*** EXERCISE INPUTS ***

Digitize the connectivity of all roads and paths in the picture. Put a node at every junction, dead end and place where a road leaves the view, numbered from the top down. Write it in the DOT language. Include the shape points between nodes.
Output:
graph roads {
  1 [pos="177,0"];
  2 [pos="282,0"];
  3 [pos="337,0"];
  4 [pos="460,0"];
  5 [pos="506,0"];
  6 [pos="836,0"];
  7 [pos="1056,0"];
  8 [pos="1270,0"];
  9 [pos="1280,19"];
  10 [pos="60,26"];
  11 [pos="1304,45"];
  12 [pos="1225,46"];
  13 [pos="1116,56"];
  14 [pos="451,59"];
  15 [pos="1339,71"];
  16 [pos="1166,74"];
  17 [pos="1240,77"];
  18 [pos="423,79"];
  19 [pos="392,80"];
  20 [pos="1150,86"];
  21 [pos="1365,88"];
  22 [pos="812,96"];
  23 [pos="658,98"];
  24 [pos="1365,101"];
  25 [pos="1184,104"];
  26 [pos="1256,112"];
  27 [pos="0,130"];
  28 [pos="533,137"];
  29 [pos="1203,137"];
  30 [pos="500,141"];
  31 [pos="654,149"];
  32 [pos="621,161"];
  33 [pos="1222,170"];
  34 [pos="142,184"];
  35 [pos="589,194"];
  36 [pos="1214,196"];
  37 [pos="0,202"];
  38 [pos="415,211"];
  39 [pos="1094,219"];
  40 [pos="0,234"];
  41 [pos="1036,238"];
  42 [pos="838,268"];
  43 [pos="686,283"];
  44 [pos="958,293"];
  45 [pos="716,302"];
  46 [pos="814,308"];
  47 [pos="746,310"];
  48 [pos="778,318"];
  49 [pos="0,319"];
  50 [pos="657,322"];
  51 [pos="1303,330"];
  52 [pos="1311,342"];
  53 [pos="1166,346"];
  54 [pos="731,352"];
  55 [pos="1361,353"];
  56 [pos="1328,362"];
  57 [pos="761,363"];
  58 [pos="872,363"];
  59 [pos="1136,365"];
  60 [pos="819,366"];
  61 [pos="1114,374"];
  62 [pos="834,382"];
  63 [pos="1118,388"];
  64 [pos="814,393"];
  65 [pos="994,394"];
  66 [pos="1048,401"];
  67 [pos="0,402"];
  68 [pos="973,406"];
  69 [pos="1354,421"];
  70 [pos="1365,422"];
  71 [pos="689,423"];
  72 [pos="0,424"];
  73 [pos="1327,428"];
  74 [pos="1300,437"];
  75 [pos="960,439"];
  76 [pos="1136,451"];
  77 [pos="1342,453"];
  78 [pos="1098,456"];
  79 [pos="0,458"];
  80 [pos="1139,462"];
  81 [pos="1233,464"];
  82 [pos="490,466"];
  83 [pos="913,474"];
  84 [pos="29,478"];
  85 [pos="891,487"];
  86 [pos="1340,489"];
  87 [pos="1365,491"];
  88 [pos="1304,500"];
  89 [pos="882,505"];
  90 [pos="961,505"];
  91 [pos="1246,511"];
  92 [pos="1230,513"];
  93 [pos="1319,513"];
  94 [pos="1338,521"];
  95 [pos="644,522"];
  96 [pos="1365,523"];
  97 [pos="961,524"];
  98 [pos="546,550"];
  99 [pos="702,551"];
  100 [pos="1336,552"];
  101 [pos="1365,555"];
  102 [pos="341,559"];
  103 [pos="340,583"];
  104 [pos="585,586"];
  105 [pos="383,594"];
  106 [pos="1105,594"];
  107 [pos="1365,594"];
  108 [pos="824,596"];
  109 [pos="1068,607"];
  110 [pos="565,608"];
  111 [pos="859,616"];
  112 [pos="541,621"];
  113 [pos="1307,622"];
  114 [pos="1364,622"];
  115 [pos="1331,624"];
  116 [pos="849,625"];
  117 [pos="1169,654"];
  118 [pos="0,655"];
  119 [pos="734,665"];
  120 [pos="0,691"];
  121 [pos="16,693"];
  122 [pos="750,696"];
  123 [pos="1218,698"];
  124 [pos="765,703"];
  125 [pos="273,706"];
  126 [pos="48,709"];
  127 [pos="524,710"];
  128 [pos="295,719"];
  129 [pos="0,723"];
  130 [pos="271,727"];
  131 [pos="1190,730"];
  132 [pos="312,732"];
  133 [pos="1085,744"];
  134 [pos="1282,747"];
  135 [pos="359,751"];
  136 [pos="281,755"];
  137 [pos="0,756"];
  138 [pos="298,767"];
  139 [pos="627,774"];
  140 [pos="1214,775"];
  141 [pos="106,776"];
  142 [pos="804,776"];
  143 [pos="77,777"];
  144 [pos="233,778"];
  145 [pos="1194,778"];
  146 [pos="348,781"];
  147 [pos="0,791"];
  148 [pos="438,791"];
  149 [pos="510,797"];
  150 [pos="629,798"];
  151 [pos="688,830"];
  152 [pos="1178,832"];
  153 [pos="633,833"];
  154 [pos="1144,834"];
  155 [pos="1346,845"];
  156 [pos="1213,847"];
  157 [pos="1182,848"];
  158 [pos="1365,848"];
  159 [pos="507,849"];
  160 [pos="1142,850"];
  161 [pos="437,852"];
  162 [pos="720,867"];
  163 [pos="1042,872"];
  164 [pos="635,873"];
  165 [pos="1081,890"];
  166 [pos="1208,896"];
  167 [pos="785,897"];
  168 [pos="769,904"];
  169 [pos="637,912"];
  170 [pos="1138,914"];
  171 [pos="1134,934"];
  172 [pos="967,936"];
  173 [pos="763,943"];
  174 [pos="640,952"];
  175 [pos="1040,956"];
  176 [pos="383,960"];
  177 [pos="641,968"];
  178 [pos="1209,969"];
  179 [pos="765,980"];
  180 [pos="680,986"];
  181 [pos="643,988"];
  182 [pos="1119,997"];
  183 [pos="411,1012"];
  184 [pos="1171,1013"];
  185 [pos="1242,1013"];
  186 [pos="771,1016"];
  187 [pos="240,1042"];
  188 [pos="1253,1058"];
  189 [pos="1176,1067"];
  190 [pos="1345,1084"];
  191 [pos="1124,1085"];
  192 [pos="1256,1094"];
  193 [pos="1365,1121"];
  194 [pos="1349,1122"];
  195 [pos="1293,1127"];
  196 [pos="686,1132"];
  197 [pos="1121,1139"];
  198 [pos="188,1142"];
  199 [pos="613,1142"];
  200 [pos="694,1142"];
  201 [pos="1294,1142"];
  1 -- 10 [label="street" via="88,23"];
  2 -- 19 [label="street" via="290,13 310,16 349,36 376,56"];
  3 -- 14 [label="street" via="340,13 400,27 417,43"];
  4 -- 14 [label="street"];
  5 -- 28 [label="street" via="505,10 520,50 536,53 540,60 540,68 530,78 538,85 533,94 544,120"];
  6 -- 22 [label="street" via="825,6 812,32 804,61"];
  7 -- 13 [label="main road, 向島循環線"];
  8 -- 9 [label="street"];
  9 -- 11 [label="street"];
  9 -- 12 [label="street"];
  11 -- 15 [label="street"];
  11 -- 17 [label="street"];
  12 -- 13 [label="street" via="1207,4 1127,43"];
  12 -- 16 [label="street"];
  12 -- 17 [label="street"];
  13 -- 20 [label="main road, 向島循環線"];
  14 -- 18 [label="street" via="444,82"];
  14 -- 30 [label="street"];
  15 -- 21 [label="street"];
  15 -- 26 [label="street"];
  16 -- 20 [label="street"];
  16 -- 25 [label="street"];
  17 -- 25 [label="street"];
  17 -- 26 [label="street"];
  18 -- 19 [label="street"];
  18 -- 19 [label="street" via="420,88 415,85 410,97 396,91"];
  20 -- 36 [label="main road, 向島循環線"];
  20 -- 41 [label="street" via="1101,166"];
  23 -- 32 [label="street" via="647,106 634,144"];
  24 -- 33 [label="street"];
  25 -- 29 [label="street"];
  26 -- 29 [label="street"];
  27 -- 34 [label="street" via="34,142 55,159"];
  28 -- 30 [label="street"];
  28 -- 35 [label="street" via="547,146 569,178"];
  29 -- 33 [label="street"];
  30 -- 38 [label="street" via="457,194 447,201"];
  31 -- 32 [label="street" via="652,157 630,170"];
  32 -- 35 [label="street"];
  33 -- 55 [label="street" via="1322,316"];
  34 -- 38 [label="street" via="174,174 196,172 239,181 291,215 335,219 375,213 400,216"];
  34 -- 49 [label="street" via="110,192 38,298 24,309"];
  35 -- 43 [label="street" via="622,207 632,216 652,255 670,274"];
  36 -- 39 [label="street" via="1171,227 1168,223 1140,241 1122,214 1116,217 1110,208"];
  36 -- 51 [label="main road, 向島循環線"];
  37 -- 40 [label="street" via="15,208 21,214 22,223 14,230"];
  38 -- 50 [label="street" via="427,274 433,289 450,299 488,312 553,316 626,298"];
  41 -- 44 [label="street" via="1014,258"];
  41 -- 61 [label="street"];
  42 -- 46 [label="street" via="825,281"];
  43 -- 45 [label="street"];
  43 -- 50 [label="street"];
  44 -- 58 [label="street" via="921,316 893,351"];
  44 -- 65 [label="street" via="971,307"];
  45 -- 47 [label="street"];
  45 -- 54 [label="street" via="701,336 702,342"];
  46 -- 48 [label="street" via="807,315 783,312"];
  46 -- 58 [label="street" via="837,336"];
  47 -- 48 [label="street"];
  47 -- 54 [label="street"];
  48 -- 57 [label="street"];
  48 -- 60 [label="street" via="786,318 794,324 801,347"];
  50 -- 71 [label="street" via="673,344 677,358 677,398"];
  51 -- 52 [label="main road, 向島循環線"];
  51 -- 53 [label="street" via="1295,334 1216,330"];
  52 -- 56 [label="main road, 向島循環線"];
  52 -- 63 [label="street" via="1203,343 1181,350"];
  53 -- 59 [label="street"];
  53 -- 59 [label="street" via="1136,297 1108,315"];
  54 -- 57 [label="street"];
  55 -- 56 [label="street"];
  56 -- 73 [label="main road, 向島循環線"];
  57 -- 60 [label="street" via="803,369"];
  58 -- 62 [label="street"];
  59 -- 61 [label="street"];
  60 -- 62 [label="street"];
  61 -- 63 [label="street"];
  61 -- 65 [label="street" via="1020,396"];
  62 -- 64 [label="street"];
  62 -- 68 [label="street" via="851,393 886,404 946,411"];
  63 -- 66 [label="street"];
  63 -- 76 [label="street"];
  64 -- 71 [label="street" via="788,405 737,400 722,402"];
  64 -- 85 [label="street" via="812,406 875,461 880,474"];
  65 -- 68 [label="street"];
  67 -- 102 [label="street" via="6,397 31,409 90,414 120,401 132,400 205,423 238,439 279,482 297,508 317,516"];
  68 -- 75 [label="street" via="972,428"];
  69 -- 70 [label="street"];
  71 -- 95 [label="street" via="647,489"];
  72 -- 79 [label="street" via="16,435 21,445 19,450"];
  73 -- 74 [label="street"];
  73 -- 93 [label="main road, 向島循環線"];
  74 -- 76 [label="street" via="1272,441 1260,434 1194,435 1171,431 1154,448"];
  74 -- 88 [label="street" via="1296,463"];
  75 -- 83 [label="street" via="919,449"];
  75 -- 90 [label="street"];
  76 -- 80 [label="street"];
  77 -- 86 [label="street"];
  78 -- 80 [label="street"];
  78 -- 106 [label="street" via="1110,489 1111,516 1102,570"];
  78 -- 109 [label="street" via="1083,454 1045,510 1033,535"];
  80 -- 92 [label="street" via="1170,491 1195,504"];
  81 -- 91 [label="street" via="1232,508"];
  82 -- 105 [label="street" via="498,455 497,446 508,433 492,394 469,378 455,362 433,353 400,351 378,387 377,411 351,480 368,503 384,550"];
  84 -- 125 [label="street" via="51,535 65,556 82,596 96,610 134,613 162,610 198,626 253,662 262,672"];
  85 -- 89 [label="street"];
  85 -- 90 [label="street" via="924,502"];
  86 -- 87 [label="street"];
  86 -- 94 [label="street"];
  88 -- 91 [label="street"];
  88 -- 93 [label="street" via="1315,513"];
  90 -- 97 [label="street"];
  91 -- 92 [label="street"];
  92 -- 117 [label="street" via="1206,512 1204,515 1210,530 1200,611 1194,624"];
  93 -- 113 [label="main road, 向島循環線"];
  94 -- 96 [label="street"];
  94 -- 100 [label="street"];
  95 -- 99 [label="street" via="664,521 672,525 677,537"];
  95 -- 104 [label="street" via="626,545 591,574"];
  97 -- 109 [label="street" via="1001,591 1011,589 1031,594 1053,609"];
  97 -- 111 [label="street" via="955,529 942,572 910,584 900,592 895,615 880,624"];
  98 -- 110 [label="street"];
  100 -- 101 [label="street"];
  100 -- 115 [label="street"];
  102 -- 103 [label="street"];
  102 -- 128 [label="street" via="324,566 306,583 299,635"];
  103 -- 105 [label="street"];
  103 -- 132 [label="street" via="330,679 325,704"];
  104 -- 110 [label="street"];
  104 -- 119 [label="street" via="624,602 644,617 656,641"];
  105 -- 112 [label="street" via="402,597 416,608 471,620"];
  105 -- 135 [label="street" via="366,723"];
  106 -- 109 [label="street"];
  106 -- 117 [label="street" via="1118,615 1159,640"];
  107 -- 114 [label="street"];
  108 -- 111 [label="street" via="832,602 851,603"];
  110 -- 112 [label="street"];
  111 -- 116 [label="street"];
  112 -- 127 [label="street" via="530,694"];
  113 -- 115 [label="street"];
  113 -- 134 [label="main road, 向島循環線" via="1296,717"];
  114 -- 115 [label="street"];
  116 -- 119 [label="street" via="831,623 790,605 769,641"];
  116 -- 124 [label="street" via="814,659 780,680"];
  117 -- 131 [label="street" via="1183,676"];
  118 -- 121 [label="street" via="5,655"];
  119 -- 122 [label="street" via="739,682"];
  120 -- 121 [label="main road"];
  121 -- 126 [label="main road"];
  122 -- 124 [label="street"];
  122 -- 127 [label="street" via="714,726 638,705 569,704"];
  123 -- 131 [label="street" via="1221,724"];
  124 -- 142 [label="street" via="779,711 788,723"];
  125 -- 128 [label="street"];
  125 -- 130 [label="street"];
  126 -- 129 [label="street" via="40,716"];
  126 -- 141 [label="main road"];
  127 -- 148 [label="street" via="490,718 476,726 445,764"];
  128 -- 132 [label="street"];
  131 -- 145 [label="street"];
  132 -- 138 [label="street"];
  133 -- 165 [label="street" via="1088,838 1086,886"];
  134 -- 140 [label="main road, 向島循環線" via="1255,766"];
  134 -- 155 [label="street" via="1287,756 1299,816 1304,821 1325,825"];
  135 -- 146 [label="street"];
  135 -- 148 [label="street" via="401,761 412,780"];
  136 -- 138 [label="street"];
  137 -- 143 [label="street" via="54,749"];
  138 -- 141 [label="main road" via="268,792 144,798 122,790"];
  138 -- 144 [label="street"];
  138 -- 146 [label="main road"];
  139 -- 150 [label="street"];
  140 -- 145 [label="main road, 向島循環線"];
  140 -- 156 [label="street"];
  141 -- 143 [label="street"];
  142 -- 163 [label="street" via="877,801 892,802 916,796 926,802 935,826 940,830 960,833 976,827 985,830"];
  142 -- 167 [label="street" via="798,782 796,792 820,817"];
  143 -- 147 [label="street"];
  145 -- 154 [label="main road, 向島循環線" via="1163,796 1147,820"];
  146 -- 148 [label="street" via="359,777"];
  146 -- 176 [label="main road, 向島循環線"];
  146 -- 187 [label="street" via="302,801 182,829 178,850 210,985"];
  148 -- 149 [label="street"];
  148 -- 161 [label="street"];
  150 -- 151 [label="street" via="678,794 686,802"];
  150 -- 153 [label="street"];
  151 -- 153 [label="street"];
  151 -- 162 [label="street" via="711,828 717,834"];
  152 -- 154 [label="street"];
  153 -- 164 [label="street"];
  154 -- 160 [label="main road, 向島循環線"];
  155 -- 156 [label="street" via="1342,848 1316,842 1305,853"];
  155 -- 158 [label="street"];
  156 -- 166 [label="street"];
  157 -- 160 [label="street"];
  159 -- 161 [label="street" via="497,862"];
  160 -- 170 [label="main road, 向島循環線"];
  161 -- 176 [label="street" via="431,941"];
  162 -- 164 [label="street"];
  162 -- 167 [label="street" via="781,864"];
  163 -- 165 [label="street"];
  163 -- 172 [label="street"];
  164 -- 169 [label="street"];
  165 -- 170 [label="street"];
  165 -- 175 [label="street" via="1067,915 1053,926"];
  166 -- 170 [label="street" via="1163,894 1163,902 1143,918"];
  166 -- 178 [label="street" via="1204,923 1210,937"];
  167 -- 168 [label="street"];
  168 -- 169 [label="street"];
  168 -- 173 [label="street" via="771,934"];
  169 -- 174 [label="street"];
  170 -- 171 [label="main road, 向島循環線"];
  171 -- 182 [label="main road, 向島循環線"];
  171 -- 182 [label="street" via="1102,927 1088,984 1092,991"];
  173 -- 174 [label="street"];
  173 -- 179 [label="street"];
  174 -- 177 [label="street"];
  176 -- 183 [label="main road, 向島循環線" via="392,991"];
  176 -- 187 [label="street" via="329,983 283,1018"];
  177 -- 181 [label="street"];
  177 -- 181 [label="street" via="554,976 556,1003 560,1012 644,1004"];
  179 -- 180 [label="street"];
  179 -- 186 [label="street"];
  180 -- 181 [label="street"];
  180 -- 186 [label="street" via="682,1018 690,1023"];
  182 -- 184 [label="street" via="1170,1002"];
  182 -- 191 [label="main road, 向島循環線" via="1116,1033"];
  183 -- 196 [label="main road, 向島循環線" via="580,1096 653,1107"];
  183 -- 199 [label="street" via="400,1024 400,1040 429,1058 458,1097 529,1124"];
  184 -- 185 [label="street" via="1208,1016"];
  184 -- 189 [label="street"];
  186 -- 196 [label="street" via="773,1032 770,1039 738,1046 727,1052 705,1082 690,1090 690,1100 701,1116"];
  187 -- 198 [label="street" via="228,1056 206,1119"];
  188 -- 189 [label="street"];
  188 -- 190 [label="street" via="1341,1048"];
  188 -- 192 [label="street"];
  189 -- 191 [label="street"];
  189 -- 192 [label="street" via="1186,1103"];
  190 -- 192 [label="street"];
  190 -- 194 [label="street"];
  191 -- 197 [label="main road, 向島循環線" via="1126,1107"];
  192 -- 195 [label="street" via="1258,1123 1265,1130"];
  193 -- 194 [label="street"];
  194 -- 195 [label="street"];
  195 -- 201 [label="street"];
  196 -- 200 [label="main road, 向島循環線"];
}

*** End of EXERCISE INPUTS ***

- **TASK ITEM**: Going through the listing above, copy out every line that has the string "roads".

- **REPLY**:
Digitize the connectivity of all roads and paths in the picture. Put a node at every junction, dead end and place where a road leaves the view, numbered from the top down. Write it in the DOT language. Include the shape points between nodes.
graph roads {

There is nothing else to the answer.